L'avis du Conseil national de la comptabilité donne une définition de l'actif proche de celle du référentiel IAS/IFRS dans laquelle la notion de contrôle des avantages économiques futurs devient centrale.
Les dépenses qui ne répondent pas aux critères cumulés de définition et de comptabilisation des actifs tels qu'ils viennent d'être définis doivent être comptabilisées en charges. Il n'est plus possible de les étaler sur plusieurs exercices par le jeu des comptes « Charges différées » ou « Charges à étaler ».
L'avis traite de l'évaluation des actifs (autres qu'instruments financiers) acquis (achat, échange et apport en nature d'éléments isolés) ou produits par l'entité et des dépenses ultérieures.
Sont exposées ci-dessous les règles applicables aux immobilisations acquises à titre onéreux et produites. Les autres modes d'entrée (échanges, apports ou acquisitions à titre gratuit) sont traités à la fiche 9.

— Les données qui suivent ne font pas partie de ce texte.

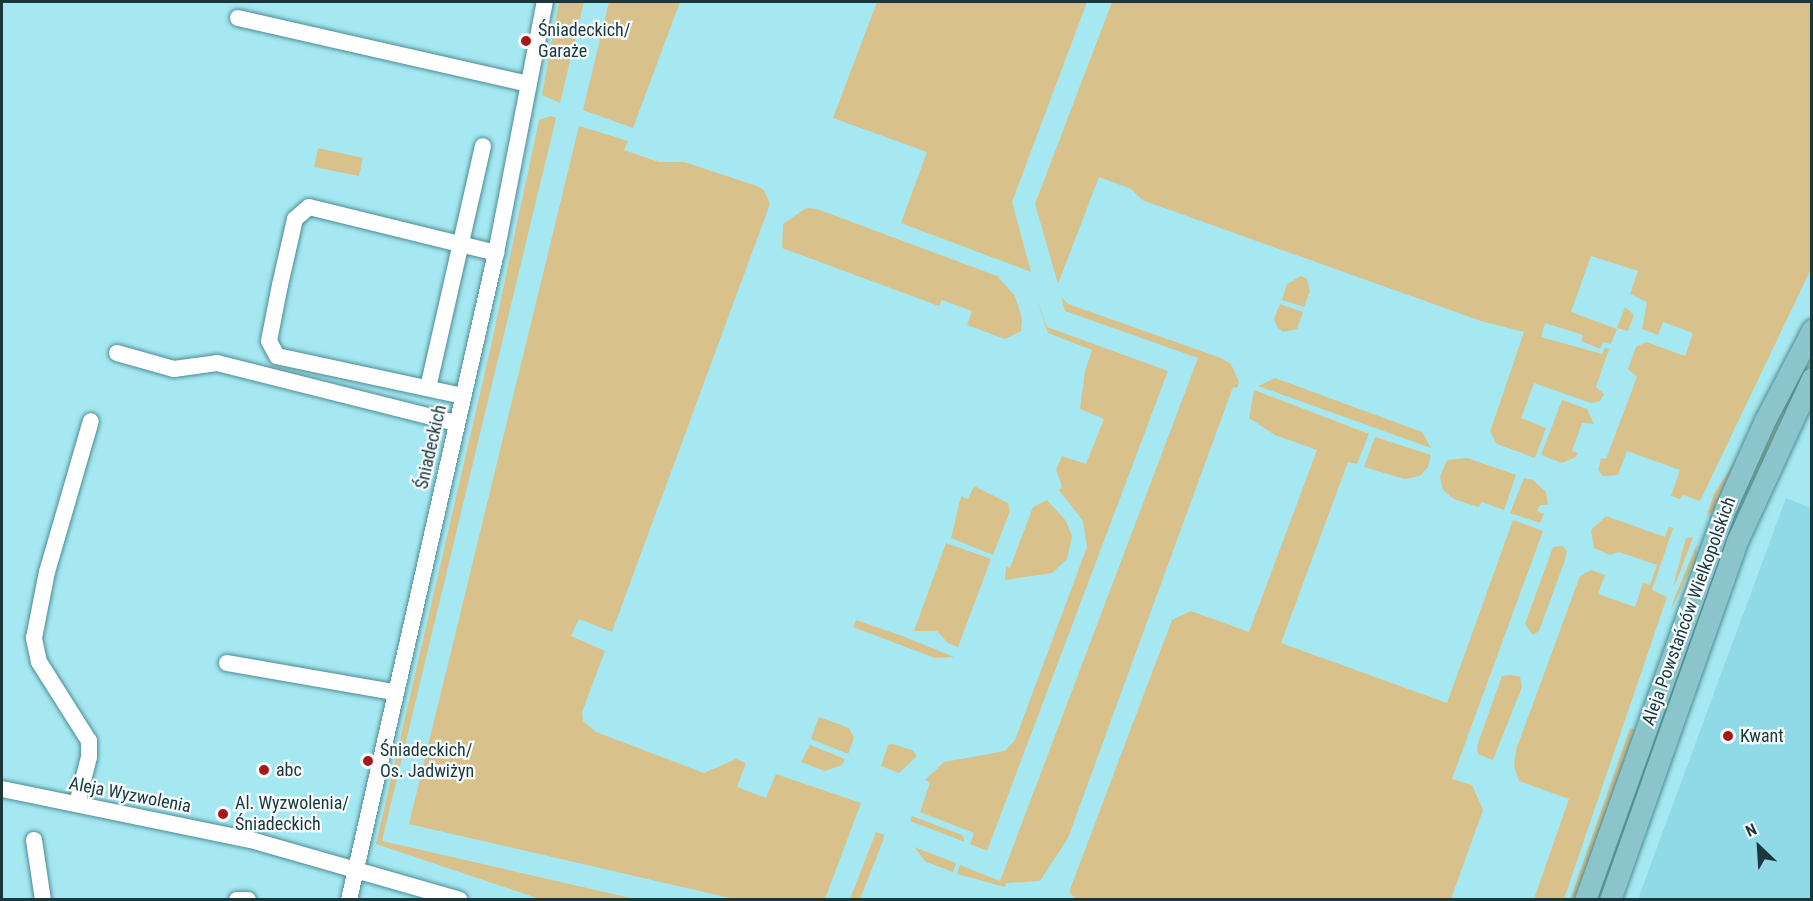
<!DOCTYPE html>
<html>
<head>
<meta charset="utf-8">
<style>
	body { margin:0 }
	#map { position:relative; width:1813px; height:901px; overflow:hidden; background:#a6e8f1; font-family:"Roboto Condensed",sans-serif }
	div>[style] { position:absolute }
	.built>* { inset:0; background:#8fdae6 }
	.green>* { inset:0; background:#d8c18a }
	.roads { filter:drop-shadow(0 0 2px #4c8c95) drop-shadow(0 0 2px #4c8c95) }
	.minor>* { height:16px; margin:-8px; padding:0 8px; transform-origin:8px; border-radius:8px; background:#fff }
	.major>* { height:21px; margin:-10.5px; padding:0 10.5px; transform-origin:10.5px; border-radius:10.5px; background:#8bc4cb }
	.dots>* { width:16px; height:16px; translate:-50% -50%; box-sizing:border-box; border:3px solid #f7fdfe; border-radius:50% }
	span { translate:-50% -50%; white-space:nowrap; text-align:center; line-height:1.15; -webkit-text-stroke:4.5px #f7fdfe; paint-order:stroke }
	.poi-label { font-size:18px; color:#1c373b }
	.left { translate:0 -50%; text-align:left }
	.street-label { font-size:18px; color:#1c373b }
	.frame { position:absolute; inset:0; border:3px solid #1c373b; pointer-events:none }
	.north { position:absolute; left:1729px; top:817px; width:60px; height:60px; -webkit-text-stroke:4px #f7fdfe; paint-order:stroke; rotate:335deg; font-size:16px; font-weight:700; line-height:24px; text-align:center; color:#1c373b }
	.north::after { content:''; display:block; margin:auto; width:21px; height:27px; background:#1c373b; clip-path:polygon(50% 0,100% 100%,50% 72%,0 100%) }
</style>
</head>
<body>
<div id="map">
	<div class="built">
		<div style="clip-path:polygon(1786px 498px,1811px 508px,1811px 899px,1638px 899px)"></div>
	</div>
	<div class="green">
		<div style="clip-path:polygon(559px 2px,584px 2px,560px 103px,542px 95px)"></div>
		<div style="clip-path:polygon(609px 2px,680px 2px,633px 128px,583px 110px)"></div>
		<div style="clip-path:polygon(877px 2px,1087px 2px,1012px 202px,1031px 272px,901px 223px,927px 152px,833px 118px)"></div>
		<div style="clip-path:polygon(1112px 2px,1811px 2px,1811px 269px,1700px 501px,1683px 495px,1680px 499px,1671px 496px,1680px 470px,1627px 451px,1618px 475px,1603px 476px,1598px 470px,1601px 458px,1606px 459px,1637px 377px,1628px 369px,1636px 347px,1646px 342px,1685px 356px,1693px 333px,1663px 322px,1658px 335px,1642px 329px,1647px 302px,1630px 294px,1638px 271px,1591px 256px,1571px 312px,1617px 329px,1611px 344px,1603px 342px,1600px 349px,1581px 341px,1583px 335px,1545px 323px,1541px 337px,1602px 354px,1605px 348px,1609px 349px,1596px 387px,1604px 394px,1600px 401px,1591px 403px,1534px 383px,1521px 418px,1546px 428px,1535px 458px,1497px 444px,1490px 432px,1524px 332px,1481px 321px,1142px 200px,1131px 189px,1099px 177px,1058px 284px,1035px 204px)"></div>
		<div style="clip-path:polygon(551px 116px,556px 118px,382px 841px,635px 899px,540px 899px,376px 844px,491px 346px,539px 120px)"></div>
		<div style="clip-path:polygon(579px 126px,628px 141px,624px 150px,659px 162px,684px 162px,757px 186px,764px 190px,770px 204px,612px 632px,579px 619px,571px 636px,605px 651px,582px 712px,583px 721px,596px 732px,704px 773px,736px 759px,746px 763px,737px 787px,766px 798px,776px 774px,861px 803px,825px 899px,734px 899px,409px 824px)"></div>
		<div style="clip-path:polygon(318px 148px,363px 158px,359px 176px,314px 167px)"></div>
		<div style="clip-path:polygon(806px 208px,817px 209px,997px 276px,1015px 296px,1022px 318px,1021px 331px,1005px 339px,967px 325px,972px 311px,942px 300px,939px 306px,782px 248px,783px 224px)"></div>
		<div style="clip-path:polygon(1301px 276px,1307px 279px,1310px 291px,1304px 307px,1282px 300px,1287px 284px)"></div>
		<div style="clip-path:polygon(1035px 295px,1047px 327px,1168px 371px,987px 851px,970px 844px,974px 833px,920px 812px,930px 783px,925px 780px,944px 762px,1005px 751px,1015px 740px,1087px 547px,1083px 521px,1059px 490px,1062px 487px,1056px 470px,1062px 456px,1086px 464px,1104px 419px,1080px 409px,1085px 371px,1092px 350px,1048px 333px)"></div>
		<div style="clip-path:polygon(1061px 296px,1068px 304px,1221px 358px,1231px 364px,1239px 382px,1237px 388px,1233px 387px,1068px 838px,1040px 881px,1006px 883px,1005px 887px,957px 874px,960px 865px,1000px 881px,1198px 358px,1065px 311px)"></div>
		<div style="clip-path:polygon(1280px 304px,1303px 312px,1297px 329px,1283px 332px,1277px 327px,1274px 319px)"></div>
		<div style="clip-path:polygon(1625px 307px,1634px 315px,1628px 331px,1617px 328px)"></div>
		<div style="clip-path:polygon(1811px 349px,1811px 361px,1735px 518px,1732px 517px,1758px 453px)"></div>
		<div style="clip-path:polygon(1275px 378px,1422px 432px,1431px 448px,1258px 386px)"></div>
		<div style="clip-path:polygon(1254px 390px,1369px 434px,1357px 464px,1348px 462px,1281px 643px,1447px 703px,1513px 520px,1543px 531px,1452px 779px,1472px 785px,1483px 810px,1451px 899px,1077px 900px,1069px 892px,1172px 620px,1191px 611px,1249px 632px,1317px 450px,1275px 435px,1249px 418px)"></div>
		<div style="clip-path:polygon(1562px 400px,1587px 409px,1594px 424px,1582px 423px,1572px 451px,1578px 453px,1576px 457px,1562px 463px,1541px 455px)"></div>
		<div style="clip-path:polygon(1375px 437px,1431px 455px,1428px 467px,1420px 476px,1405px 479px,1364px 467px)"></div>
		<div style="clip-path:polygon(1738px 457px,1714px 511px,1707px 515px,1714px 494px)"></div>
		<div style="clip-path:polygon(1467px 458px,1516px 475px,1504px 510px,1482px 502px,1478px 507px,1454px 499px,1443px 490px,1440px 477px,1447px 460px)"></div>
		<div style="clip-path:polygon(1524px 478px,1533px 480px,1546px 492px,1548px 505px,1540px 505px,1537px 511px,1544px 514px,1540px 523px,1510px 513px)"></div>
		<div style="clip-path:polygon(974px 486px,1008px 503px,1010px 511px,993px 555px,951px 538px,961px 496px,968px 499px)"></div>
		<div style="clip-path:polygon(1047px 500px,1066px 521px,1072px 536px,1067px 559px,1052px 573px,1005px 580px,1006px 567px,1010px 568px,1033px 507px)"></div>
		<div style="clip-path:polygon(1606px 516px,1665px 537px,1669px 526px,1673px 528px,1652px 590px,1667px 597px,1564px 899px,1534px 899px,1569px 799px,1519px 781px,1514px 766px,1516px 750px,1580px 576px,1591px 570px,1605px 575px,1598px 594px,1635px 607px,1643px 583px,1650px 585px,1657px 565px,1619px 552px,1610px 555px,1594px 548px,1591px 530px)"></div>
		<div style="clip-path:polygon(1693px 537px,1677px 580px,1673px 587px,1686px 538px)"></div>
		<div style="clip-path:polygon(946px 543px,991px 559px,958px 647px,948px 643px,937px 631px,914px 631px)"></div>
		<div style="clip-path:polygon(1697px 544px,1696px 559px,1671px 610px,1674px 599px)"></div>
		<div style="clip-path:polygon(1563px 546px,1567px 552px,1564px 563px,1539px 631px,1533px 635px,1525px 624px,1553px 547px)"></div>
		<div style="clip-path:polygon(1722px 549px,1662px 724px,1657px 722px,1719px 551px)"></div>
		<div style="clip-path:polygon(856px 620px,905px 637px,954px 657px,935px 658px,853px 627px)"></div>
		<div style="clip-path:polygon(1511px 675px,1520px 677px,1522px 687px,1493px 760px,1478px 754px,1477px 746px,1502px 676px)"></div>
		<div style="clip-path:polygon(819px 717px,849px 728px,854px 738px,848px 754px,811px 739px)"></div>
		<div style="clip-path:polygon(1630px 728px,1636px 730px,1577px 899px,1570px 900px)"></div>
		<div style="clip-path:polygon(893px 744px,912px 750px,917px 756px,899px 773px,881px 766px,888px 745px)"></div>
		<div style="clip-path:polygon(810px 745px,845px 759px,842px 765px,825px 771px,801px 762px)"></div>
		<div style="clip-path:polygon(1644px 764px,1647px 767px,1601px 899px,1594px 900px)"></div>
		<div style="clip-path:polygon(912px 816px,962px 835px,965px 842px,910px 821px)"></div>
		<div style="clip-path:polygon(876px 832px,884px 835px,883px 841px,860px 899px,850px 899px)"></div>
		<div style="clip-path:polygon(914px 847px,956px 863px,953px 872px,926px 862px)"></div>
	</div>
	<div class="roads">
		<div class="minor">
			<div style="left:238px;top:18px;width:298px;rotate:12.8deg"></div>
			<div style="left:117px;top:353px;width:59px;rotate:15.7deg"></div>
			<div style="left:174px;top:369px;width:43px;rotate:-7.9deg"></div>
			<div style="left:217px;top:363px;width:246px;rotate:14.1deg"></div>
			<div style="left:428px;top:388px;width:248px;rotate:-77.2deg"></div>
			<div style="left:463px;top:396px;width:190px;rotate:-167.9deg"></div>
			<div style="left:277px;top:356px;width:17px;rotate:-118deg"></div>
			<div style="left:269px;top:341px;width:57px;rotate:-78.9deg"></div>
			<div style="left:280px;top:285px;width:68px;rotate:-77.2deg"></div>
			<div style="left:295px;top:219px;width:18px;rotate:-41deg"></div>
			<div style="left:309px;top:207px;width:193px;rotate:13.8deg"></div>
			<div style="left:227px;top:663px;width:169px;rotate:9.9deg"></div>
			<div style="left:2px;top:789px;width:254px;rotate:11.6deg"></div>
			<div style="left:251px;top:840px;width:217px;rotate:16deg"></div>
			<div style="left:77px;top:804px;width:49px;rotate:-75.7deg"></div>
			<div style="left:89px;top:757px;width:16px;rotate:-90deg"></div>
			<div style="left:89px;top:741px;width:93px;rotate:-122.3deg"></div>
			<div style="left:39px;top:662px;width:25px;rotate:-102deg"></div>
			<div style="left:34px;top:638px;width:67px;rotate:-78.9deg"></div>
			<div style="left:47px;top:572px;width:157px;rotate:-73.8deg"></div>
			<div style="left:34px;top:840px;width:61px;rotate:81.5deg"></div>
			<div style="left:237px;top:900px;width:11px"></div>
			<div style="left:349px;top:900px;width:663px;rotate:-77.2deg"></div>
			<div style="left:496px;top:253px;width:256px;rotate:-79deg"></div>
		</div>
		<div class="major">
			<div style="left:1585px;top:900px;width:418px;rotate:-70.3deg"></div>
			<div style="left:1726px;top:507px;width:95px;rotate:-65.9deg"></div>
			<div style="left:1765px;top:420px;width:102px;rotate:-62.4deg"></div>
			<div style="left:1610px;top:900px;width:383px;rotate:-70.5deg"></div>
			<div style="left:1738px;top:539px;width:177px;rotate:-65.3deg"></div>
		</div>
	</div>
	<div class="dots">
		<div style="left:526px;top:41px;background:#aa1718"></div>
		<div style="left:1728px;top:736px;background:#aa1718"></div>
		<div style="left:368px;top:761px;background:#aa1718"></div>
		<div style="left:264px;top:770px;background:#aa1718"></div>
		<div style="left:223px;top:814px;background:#aa1718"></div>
	</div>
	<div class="poi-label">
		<span class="left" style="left:538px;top:41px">Śniadeckich/<br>Garaże</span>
		<span class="left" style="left:1740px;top:736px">Kwant</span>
		<span class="left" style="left:380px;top:761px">Śniadeckich/<br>Os. Jadwiżyn</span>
		<span class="left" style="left:276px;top:770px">abc</span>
		<span class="left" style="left:235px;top:814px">Al. Wyzwolenia/<br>Śniadeckich</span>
	</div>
	<div class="street-label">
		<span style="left:431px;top:447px;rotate:-77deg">Śniadeckich</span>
		<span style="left:1689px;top:611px;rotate:-70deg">Aleja Powstańców Wielkopolskich</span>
		<span style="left:130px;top:795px;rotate:11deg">Aleja Wyzwolenia</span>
	</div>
	<div class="frame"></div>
	<div class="north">N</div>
</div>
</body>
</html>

L'option ouverte par le décret comptable pour l'activation ou le traitement en charges de l'exercice est maintenue pour les seuls frais de développement à l'exclusion des frais de recherche appliquée.
La nouvelle rédaction conserve les principes actuels, sauf pour la déduction des escomptes du prix d'acquisition et les modalités de prise en compte des coûts d'emprunts.
À l'instar de la norme IAS 23, l'avis du CNC autorise deux traitements : comptabilisation des coûts d'emprunt en charges ou incorporation au coût de l'actif.
L'avis définit un traitement comptable spécifique pour les biens acquis à titre gratuit, échangés ou apportés de façon isolée. L'actif est alors enregistré à sa valeur vénale.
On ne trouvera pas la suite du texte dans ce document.